Setup: $S^2 \subset \mathbb{R}^{3}$ is the unit sphere and for fixed $z \in (0,1)$ define $c(t)=(\sqrt{1-z^2}\cos t, \sqrt{1-z^2}\sin t, z)$.
Let $V(t)$ be the vector field on $S^2$ (along $c$) given by $V(t)=c'(t)=(-\sqrt{1-z^2}\sin t, \sqrt{1-z^2}\cos t,0)$.
We want to compute the covariant derivative $\nabla_{c'(t)}c'(t)=\frac{DV}{dt}$ defined by projection of $\frac{dV}{dt}$ onto $T_{c(t)}S^2$
I have computed that the tangent space $T_{c(t)}S^2$ is the space of vectors perpendicular to $c(t)$ i.e. $(c(t))^{\perp}$.
I am now struggling with actually projecting the vectors $\frac{dV}{dt}=(-\sqrt{1-z^2}\cos t, -\sqrt{1-z^2}\sin t,0)$ onto the plane $T_{c(t)}S^2$. Originally I thought I can project $\frac{dV}{dt}$ onto $c'(t)$, which is a vector that lies in $T_{c(t)}S^2$ (in which case I get $0$) but now I'm not sure I can do this.
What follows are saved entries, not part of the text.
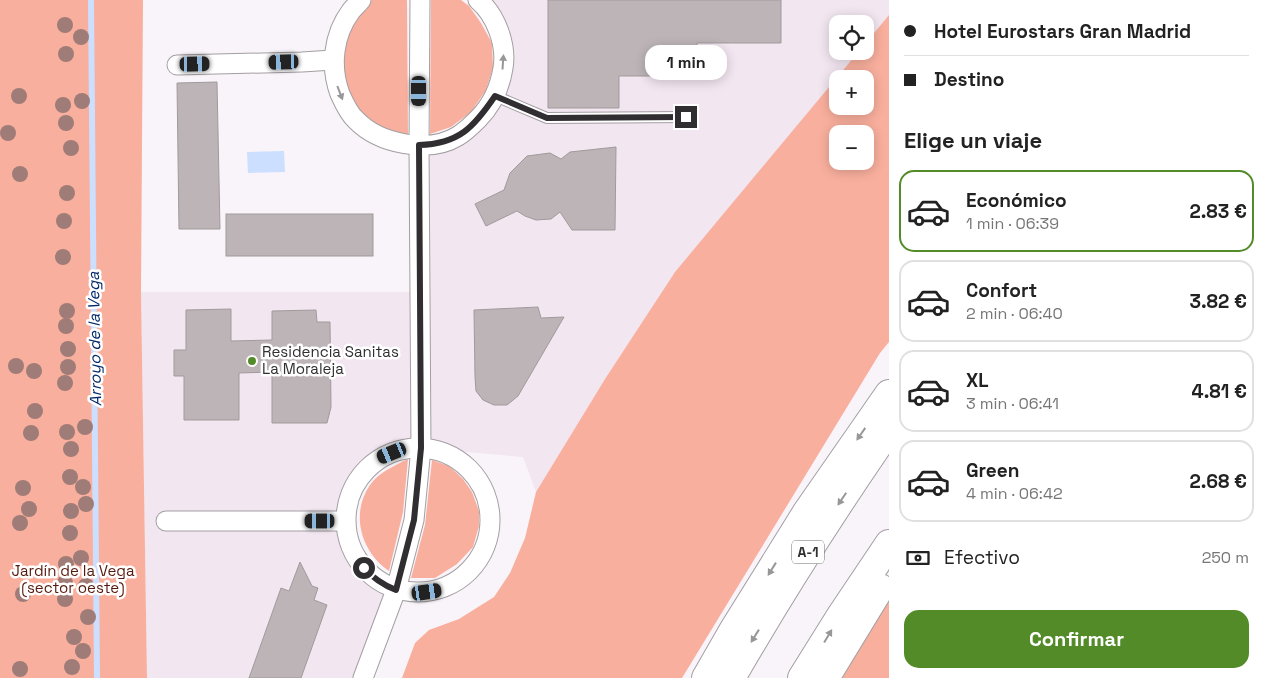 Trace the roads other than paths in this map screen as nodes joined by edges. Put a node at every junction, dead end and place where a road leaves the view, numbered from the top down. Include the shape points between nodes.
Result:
1 (361, 0) edge
2 (420, 0) edge
3 (478, 0) edge
4 (334, 60) junction
5 (177, 65) dead end
6 (495, 96) junction
7 (686, 117) dead end
8 (419, 145) junction
9 (889, 394) edge
10 (889, 429) edge
11 (421, 448) junction
12 (166, 521) dead end
13 (345, 521) junction
14 (889, 544) edge
15 (889, 570) edge
16 (396, 590) junction
17 (363, 678) edge
18 (706, 678) edge
19 (731, 678) edge
20 (802, 678) edge
21 (825, 678) edge

1 - 4 street via 342,26
2 - 8 street
6 -> 3 street via 502,77 503,43 491,17
4 - 5 street
4 -> 8 street via 336,82 354,119 370,132
6 - 7 lane via 547,118
6 - 8 street via 471,127 457,137 433,145
8 - 11 street
9 -> 18 highway via 807,512
10 -> 19 highway, A-1 via 824,526
11 - 13 street via 401,449 382,457 366,470 354,486 347,503
11 - 16 street via 414,520
11 - 16 street via 438,450 457,458 471,470 483,486 490,523 480,557 469,573 437,590 417,593
12 - 13 street
13 - 16 street via 348,540 357,560 371,576
20 -> 14 highway
15 - 21 highway
16 - 17 street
Let $c: I \to \Bbb S^2$ be a smooth curve and $N\colon \Bbb S^2 \to \Bbb R^3$, $N(p) = p$ the unit outward normal field. By definition, we have $$\begin{align}\frac{{\sf D}V}{{\rm d}t}(t) &= {\rm proj}_{T_{c(t)}\Bbb S^2} V'(t) \\ &= V'(t) - \frac{\langle V'(t), c(t)\rangle}{\langle c(t),c(t)\rangle}c(t) \\ &\stackrel{(1)}{=} V'(t) - \langle V'(t),c(t)\rangle c(t) \\ &\stackrel{(2)}{=} V'(t) + \langle V(t),c'(t)\rangle c(t),\end{align}$$where in (1) we use that $c(t) \in \Bbb S^2$ means $\langle c(t),c(t)\rangle =1$, and in (2) we use that $\langle V(t), c'(t)\rangle = 0$ since $V(t) \in T_{c(t)}\Bbb S^2 = (c(t))^\perp$ (hence we can pass the derivative to the other argument of the inner product, swapping the sign). Note that for $V(t) = c'(t)$ we obtain $$\frac{{\sf D}c'}{{\rm d}t}(t) = c''(t) + \langle c'(t),c'(t)\rangle c(t).$$
In your case $$\begin{align} c(t) &= (\sqrt{1-z^2}\cos t, \sqrt{1-z^2} \sin t, z)\quad\mbox{and} \\ V(t) &= c'(t) = (-\sqrt{1-z^2}\sin t, \sqrt{1-z^2}\cos t, 0)\end{align}$$gives $$c''(t) = (-\sqrt{1-z^2}\cos t, -\sqrt{1-z^2}\sin t, 0)$$ and so$$\begin{align} \frac{{\sf D}c'}{{\rm d}t}(t) &=(-\sqrt{1-z^2}\cos t, -\sqrt{1-z^2}\sin t, 0) + (1-z^2)(\sqrt{1-z^2}\cos t, \sqrt{1-z^2} \sin t, z) \\ &=(-z^2 \sqrt{1-z^2}\cos t,-z^2 \sqrt{1-z^2}\sin t,z-z^3).\end{align}$$Simplify further as needed.